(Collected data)

= = =

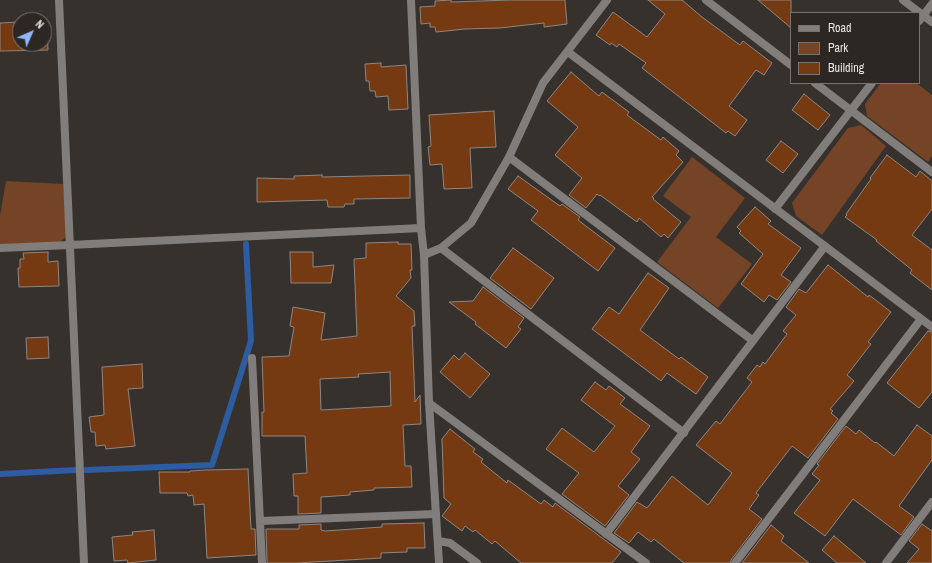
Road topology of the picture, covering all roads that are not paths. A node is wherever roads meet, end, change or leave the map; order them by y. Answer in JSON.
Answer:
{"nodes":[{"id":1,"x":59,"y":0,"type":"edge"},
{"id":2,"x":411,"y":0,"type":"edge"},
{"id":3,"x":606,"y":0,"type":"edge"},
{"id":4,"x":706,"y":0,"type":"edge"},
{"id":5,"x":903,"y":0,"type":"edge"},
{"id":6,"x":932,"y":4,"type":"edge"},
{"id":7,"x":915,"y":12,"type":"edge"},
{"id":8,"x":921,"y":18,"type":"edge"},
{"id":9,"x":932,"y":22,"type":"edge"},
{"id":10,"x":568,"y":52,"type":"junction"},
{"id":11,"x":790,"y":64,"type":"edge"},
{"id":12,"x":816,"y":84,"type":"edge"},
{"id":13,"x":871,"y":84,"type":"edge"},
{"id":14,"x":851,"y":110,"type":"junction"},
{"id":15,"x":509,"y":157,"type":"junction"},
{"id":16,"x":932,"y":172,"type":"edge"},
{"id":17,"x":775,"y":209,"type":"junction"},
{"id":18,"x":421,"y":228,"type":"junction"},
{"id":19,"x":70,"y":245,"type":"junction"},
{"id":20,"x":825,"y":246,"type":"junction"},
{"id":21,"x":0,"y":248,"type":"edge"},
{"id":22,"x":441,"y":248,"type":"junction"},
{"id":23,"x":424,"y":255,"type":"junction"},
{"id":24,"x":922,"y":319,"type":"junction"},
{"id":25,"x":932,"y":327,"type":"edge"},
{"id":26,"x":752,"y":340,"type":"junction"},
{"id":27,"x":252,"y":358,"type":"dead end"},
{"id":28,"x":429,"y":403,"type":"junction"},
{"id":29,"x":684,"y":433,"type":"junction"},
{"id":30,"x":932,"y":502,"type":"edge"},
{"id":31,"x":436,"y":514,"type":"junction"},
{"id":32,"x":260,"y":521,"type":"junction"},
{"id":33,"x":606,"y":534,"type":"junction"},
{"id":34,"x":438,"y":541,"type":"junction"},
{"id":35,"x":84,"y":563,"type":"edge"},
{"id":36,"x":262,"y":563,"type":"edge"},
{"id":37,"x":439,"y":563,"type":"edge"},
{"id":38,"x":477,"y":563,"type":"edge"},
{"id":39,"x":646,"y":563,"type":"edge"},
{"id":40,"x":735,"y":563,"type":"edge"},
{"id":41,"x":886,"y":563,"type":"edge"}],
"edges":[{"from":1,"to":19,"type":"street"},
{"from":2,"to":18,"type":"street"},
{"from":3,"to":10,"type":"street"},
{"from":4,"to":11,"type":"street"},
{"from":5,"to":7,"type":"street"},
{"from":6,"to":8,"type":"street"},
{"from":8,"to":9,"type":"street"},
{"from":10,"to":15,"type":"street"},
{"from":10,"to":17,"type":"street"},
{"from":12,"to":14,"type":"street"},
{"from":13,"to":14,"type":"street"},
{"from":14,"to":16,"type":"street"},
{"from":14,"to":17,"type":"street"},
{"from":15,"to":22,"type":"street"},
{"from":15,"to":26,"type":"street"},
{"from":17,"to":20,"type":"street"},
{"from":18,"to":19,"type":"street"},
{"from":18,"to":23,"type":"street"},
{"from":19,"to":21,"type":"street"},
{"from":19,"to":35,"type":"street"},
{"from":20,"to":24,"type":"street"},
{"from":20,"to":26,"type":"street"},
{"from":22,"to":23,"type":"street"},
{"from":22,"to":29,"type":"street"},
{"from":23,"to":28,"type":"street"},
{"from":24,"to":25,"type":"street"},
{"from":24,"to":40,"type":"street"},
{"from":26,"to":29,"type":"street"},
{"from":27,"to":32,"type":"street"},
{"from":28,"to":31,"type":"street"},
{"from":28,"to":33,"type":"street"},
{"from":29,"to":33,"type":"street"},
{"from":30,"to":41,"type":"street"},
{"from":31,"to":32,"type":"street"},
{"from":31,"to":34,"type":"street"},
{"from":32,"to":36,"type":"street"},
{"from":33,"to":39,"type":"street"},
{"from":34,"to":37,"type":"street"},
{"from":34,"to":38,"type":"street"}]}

= = =

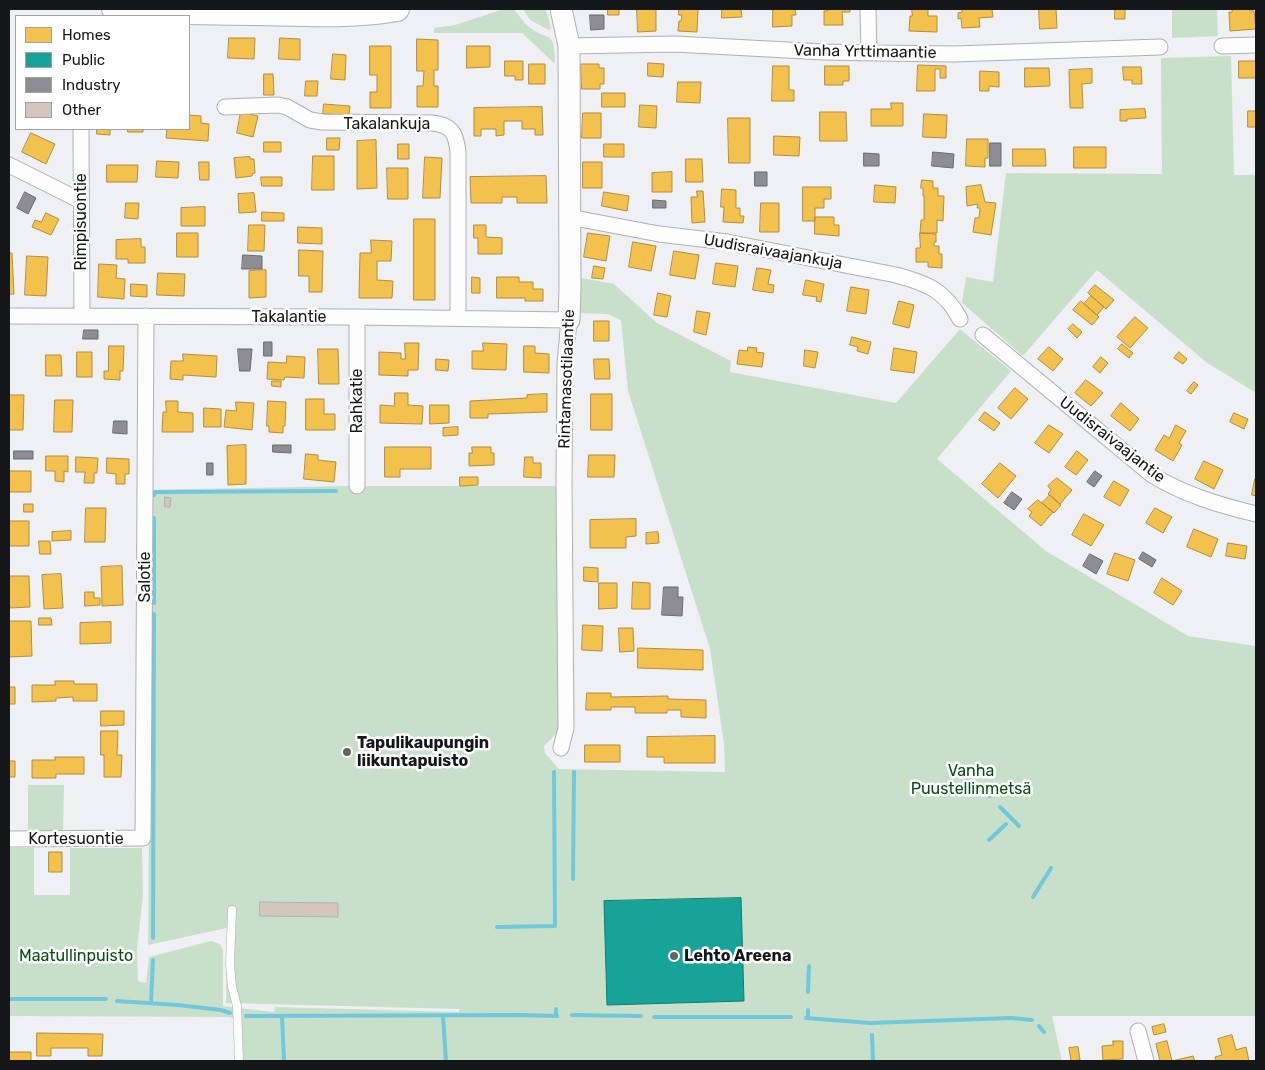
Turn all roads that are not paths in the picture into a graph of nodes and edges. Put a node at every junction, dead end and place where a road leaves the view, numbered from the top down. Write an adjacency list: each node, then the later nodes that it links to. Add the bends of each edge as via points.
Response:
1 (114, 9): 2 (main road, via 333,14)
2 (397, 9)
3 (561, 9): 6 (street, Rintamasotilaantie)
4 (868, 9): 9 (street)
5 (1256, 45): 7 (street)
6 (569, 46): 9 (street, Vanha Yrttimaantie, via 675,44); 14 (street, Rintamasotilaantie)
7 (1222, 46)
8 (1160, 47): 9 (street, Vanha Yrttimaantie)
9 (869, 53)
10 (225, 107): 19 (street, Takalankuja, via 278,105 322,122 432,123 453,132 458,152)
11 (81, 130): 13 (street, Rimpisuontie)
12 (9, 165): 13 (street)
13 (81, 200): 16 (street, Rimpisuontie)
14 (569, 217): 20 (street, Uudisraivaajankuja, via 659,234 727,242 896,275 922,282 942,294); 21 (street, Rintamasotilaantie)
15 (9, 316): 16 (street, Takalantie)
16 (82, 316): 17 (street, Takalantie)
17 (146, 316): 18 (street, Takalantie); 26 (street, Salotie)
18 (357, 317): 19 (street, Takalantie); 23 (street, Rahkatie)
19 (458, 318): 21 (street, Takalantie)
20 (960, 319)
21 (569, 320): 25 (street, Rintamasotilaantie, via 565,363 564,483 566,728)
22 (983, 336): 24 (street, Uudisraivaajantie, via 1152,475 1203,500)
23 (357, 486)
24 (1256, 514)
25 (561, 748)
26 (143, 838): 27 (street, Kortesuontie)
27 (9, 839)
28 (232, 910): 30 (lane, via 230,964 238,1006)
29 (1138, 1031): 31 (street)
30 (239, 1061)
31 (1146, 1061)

= = =

*EXERCISE:* Which of the lines above carry the string "picture"? Pick them out and copy them.

*ANSWER BELOW:*
Road topology of the picture, covering all roads that are not paths. A node is wherever roads meet, end, change or leave the map; order them by y. Answer in JSON.
Turn all roads that are not paths in the picture into a graph of nodes and edges. Put a node at every junction, dead end and place where a road leaves the view, numbered from the top down. Write an adjacency list: each node, then the later nodes that it links to. Add the bends of each edge as via points.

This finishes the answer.